Where have I been? Honestly, I’m not even sure. It’s been a while since I’ve written anything and I apologize, but the spark was gone…I had nothing to write about. My life had become so mundane that my routine was literally driving me mad. I won’t go through all the details, but there are some things that have happened and are about to happen which are pretty important. The first part of SIRT went just as planned and the recovery for that was not bad at all, but my nagging rib injury came back…this time however, it was not a simple fix with some relaxation. Around the area where the rib was hurting/fractured, there began to form some inflammation as well as something harder. Scans revealed that that there is something there behind all the inflammation that is not letting my bone heal properly which is why I keep reinjuring it doing stupid things. They haven’t said what the growth is, whether it is cancerous or not, in fact, at this point it doesn’t really matter…it just has to go. So the solution has been five treatments with radiation directly through the skin and into the area. That’s what I’ve been doing the last week and the rib hurts like hell right now, but they said it would get worse before it started to feel better. Oh well, at least I know it’s working then. Hopefully that will get resolved quickly because I really want to play some golf and get back on my motorcycle. With all of this going on it seems like I’m stuck in my own world while everyone else is living their lives. A very frustrating feeling indeed. My oncologist also started me on chemo pills called Xeloda which is taken for two weeks and then I get a week off. Truthfully, this Xeloda medicine is our last try before we go to the clinical trials. If the SIRT can keep my liver under control and the Xeloda can keep my lungs and anywhere else under control, then we can buy more time…however that is a big if. It’s another episode of the waiting game. A few months on the Xeloda and then a scan. I know the SIRT will do its job…I need this to work. My last installment of the SIRT procedure is this Wednesday and hopefully the recovery goes smoothly. The main thing is I need to gain weight. I’ve lost too much weight and am now down to about 150 lbs. I just need to get my energy back so I can start doing more activities that will enable me to grow stronger. Unfortunately, moving from my bed to the couch and possibly out to subway for lunch doesn’t live up to how I used to workout.

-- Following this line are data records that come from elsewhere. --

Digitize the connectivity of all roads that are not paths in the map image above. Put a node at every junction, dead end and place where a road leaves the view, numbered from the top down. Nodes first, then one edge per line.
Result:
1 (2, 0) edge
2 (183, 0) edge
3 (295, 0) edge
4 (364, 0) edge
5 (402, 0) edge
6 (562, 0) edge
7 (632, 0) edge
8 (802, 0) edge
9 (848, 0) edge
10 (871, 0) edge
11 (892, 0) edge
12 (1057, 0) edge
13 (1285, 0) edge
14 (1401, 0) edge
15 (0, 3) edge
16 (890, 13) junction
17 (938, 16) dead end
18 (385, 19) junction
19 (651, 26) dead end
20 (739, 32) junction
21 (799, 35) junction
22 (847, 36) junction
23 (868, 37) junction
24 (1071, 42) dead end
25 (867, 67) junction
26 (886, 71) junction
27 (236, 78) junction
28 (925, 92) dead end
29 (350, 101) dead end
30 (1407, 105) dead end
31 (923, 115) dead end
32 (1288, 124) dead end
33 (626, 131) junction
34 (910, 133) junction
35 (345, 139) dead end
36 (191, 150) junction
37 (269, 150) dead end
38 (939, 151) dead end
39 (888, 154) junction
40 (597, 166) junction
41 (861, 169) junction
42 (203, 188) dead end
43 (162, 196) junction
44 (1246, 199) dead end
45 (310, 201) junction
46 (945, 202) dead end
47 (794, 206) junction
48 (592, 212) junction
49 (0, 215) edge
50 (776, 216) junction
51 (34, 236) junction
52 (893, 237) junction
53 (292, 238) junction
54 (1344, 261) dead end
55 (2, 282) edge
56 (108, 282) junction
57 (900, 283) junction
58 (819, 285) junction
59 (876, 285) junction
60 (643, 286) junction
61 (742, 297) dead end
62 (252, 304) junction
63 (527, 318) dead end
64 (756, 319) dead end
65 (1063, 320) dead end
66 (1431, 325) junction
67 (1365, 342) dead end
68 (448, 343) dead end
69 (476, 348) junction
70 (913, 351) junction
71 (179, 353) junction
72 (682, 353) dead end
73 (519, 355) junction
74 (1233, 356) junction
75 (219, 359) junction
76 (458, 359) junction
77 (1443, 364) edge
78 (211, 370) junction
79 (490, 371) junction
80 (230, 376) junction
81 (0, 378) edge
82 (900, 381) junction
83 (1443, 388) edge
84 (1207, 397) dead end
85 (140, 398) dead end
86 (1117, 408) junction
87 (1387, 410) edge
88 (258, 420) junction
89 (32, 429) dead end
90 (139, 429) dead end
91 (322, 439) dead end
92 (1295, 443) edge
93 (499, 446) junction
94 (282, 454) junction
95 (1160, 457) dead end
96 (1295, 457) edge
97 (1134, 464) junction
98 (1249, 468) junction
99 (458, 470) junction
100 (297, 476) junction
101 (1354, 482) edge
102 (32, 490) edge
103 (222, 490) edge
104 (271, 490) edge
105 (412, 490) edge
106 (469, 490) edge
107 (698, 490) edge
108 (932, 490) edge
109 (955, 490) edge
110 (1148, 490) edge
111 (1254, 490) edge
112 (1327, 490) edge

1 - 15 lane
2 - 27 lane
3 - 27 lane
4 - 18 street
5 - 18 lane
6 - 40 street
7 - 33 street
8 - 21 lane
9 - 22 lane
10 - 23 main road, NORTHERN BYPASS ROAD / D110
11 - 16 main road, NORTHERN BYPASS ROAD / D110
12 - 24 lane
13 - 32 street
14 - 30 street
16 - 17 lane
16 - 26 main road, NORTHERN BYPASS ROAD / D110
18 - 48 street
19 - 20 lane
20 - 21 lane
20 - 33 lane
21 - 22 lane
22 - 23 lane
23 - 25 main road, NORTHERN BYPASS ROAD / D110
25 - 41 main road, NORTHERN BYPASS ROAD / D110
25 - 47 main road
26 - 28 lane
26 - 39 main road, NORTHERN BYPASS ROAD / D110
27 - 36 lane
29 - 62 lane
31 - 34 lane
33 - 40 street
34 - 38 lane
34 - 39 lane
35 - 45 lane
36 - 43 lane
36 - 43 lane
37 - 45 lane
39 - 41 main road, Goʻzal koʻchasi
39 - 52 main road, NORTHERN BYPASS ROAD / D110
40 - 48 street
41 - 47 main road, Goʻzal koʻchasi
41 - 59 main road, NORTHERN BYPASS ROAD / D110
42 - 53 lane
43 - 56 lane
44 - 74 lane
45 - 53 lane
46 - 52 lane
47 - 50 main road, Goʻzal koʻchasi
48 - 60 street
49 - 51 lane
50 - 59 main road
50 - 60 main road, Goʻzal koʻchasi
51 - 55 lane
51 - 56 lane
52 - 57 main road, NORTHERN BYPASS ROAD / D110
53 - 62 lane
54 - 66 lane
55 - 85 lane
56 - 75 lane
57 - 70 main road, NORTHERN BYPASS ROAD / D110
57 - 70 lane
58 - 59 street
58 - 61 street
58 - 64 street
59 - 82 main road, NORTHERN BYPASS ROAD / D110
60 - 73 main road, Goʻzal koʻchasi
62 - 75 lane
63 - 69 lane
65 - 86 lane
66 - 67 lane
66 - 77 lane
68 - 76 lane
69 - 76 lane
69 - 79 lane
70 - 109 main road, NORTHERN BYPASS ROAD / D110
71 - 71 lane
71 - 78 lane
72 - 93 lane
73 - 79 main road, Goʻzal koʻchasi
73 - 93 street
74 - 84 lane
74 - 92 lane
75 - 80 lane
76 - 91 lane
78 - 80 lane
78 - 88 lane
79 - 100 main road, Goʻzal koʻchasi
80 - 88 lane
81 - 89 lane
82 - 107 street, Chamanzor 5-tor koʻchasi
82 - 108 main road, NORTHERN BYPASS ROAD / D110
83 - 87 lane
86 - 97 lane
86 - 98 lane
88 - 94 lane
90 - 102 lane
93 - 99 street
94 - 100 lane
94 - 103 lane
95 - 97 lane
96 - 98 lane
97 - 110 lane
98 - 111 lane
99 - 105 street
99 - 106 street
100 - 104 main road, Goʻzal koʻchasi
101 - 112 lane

I’ve been absolutely exhausted and in a lot of pain for the last month. The pain in my rib has come and gone, sometimes not so bad, but sometimes it’s almost unbearable. The doctors told me I’d be very tired, but I had no idea what real fatigue felt like until this summer. I’ll easily sleep more than twelve hours, stay awake for eight, then go right back to sleep. It’s not as fun and relaxing as it sounds. I’m too exhausted to go out and do much of anything. I walk as much as I can around my neighborhood, and even though progress has been slow, I keep at it. I haven’t been myself…I haven’t answered every alert on my phone…some messages and emails and other things have fallen through the cracks and for that I apologize. I’ve needed this month to focus on myself and to try to recover and deal with what has been some of the hardest times since I first became sick in 2009. One more hump in the road to get over this week then I can fully concentrate on recovering. Once August rolls around I’ll be close to my normal self again. I just have to take each day as it comes and hope that tomorrow is better.